Let’s take a look at running vs. swimming. Running being a weight-bearing sport, it will typically use up more energy than swimming. However an efficient runner who is also a weak swimmer might find it much less taxing to run for 90 minutes than swim for 30. Some of us live for the long rides; some only endure them so they can get to the run.
But as your coach pointed out, it’s the stuff that you dislike doing (and are inefficient at) that will make you stronger and faster. There are ways to plan your training to make the “less fun” activities less painful and still leave plenty of time to enjoy the things you love. (I’m not sure I can help you with the Pop-Tarts, though.)
- Do the hard stuff first. Get up and get at it before you have too much time to think and talk yourself out of doing it. This is the same reason we eat salad at the beginning of the meal, at that point we are hungry and enthusiastic about eating anything. On the flip side, when you are so stuffed and couldn’t possibly eat another bite, there always seems to be room for dessert. So make sure to do your salad workouts (hill repeats, band swimming) first then save your dessert workouts (group rides, long run, yoga) for the end of the day or week when motivation and energy are waning. I always have energy at the end of the day for a social jog/gossip session with friends, but if I save a hard swim till 6 p.m., it has little chance of happening.
- Plan a reward. Use music, friends, or the promise of brunch to motivate you through a hard workout. I am a proponent of treadmill running to improve form and leg speed, but I am the first to admit that it is the most monotonous workout of the week. My deal with myself is that I am only allowed to run with music while on the treadmill. A new playlist is enough to get me through even the toughest of workouts on the hamster wheel. Social time works wonders too, so try to rope a friend into doing those hill repeats with you. Misery loves company.
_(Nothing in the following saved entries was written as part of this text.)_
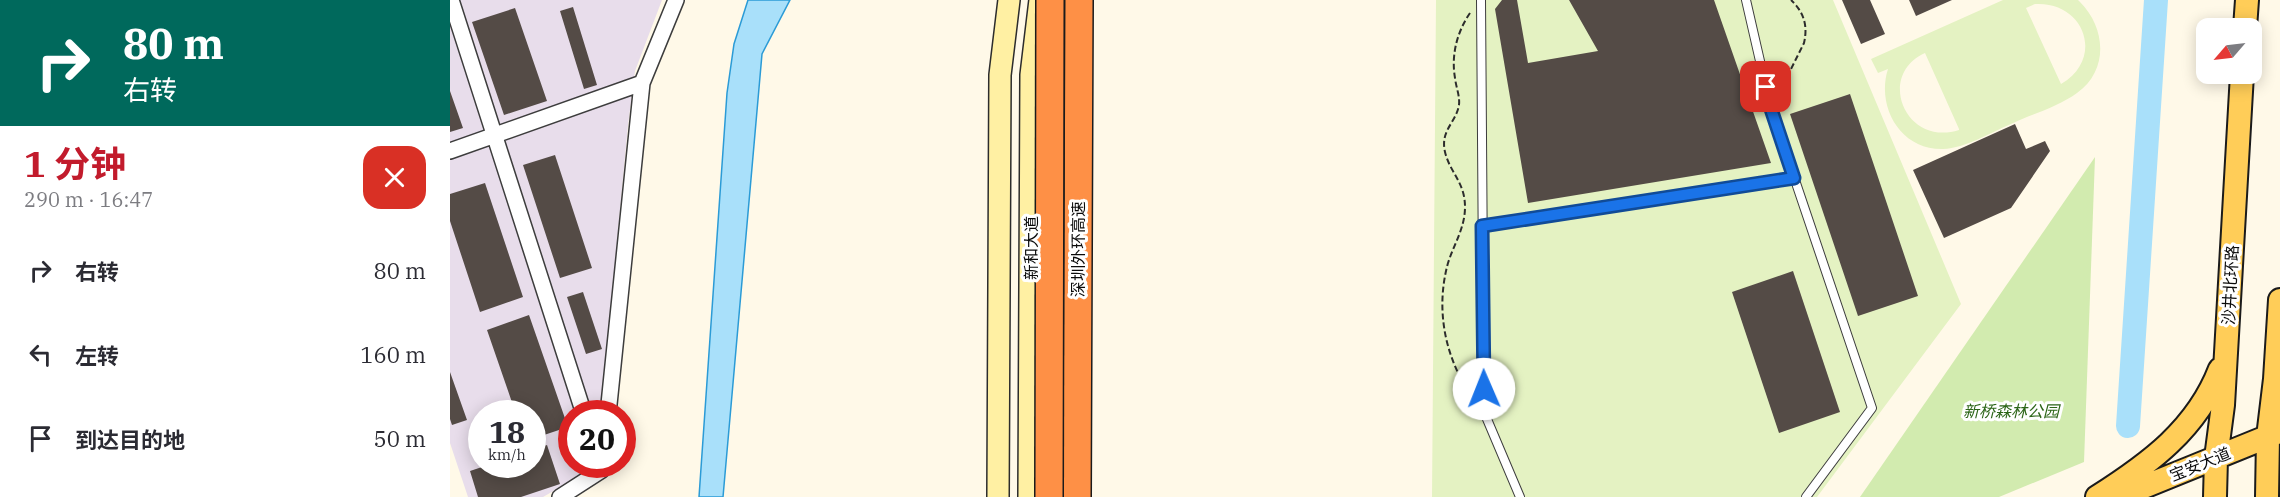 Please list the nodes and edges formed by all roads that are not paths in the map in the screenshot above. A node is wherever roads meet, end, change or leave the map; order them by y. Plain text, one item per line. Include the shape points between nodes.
1 (451, 0) edge
2 (676, 0) edge
3 (1009, 0) edge
4 (1041, 0) edge
5 (1050, 0) edge
6 (1079, 0) edge
7 (1746, 0) edge
8 (2247, 0) edge
9 (1480, 1) edge
10 (2246, 18) edge
11 (642, 83) junction
12 (2241, 84) edge
13 (495, 135) junction
14 (450, 151) edge
15 (1794, 178) junction
16 (1482, 226) junction
17 (2280, 300) edge
18 (2280, 310) edge
19 (2226, 351) junction
20 (580, 400) edge
21 (609, 400) edge
22 (2274, 434) edge
23 (2216, 458) junction
24 (587, 478) edge
25 (561, 497) edge
26 (998, 497) edge
27 (1029, 497) edge
28 (1049, 497) edge
29 (1077, 497) edge
30 (1520, 497) edge
31 (1806, 497) edge
32 (2097, 497) edge
33 (2119, 497) edge
34 (2215, 497) edge
35 (2267, 497) edge

1 - 13 street
2 - 11 street
3 - 26 main road, 新和大道 via 1000,75
4 - 27 main road, 新和大道 via 1031,75
5 - 28 highway, 深圳外环高速, bridge
6 - 29 highway, 深圳外环高速
7 - 15 lane via 1771,109
8 - 10 main road
9 - 16 lane
11 - 13 street
11 - 21 street
12 - 19 main road, 沙井北环路
13 - 14 street
13 - 20 street
15 - 16 lane
15 - 31 lane via 1872,408
16 - 30 lane via 1484,412
17 - 18 main road
18 - 22 main road
19 - 23 main road, 沙井北环路
19 - 32 main road via 2209,393 2175,440 2135,473
22 - 23 main road, 宝安大道
22 - 35 main road
23 - 33 main road, 宝安大道
23 - 34 main road, 沙井北环路
24 - 25 street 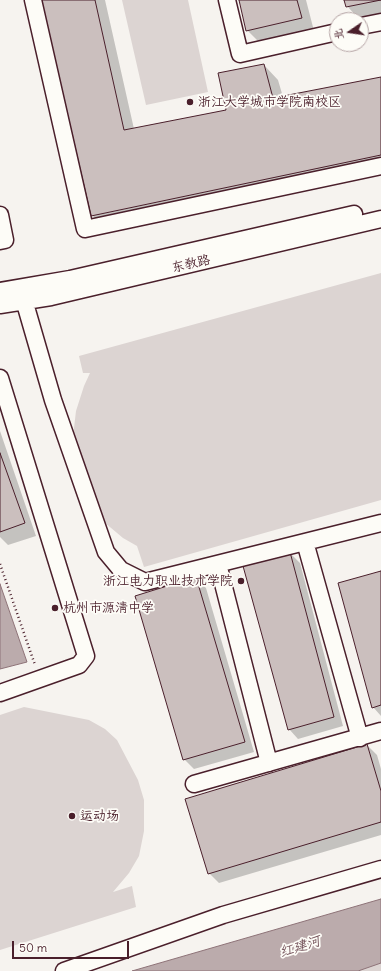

- Set goals and measure your progress. The point of doing those things you dislike should be to improve upon a weakness and make you a better athlete. It helps to set direct goals for what you are trying to achieve and have an objective way to measure your progress. Seeing improvement over the weeks can reinforce motivation and demonstrate that all your efforts are not wasted. Set up a specific course and do a time trial every few weeks, or have a coach analyze your stroke and give you feedback.
- Be accountable. Write down your workouts and keep a log. It is easy to convince yourself that you have been doing enough salad workouts when in fact you’ve been loading up on dessert. You may find looking back you actually only squeezed in three core sessions last month instead of the twice weekly you were aiming for. I find if I write down my swim workouts beforehand and take them to the pool I won’t skip over drills like I would without a plan.
Take comfort in the fact that professional athletes are not immune to this problem either. As I write this, I am procrastinating a swim workout that includes 2x800m with a snorkel. I hate swimming with a snorkel (so I know it must be good for me). Can’t I just eat a salad for lunch instead?
Olympian Samantha McGlone is a former 70.3 world champion and was runner-up at the 2007 Ironman World Championship.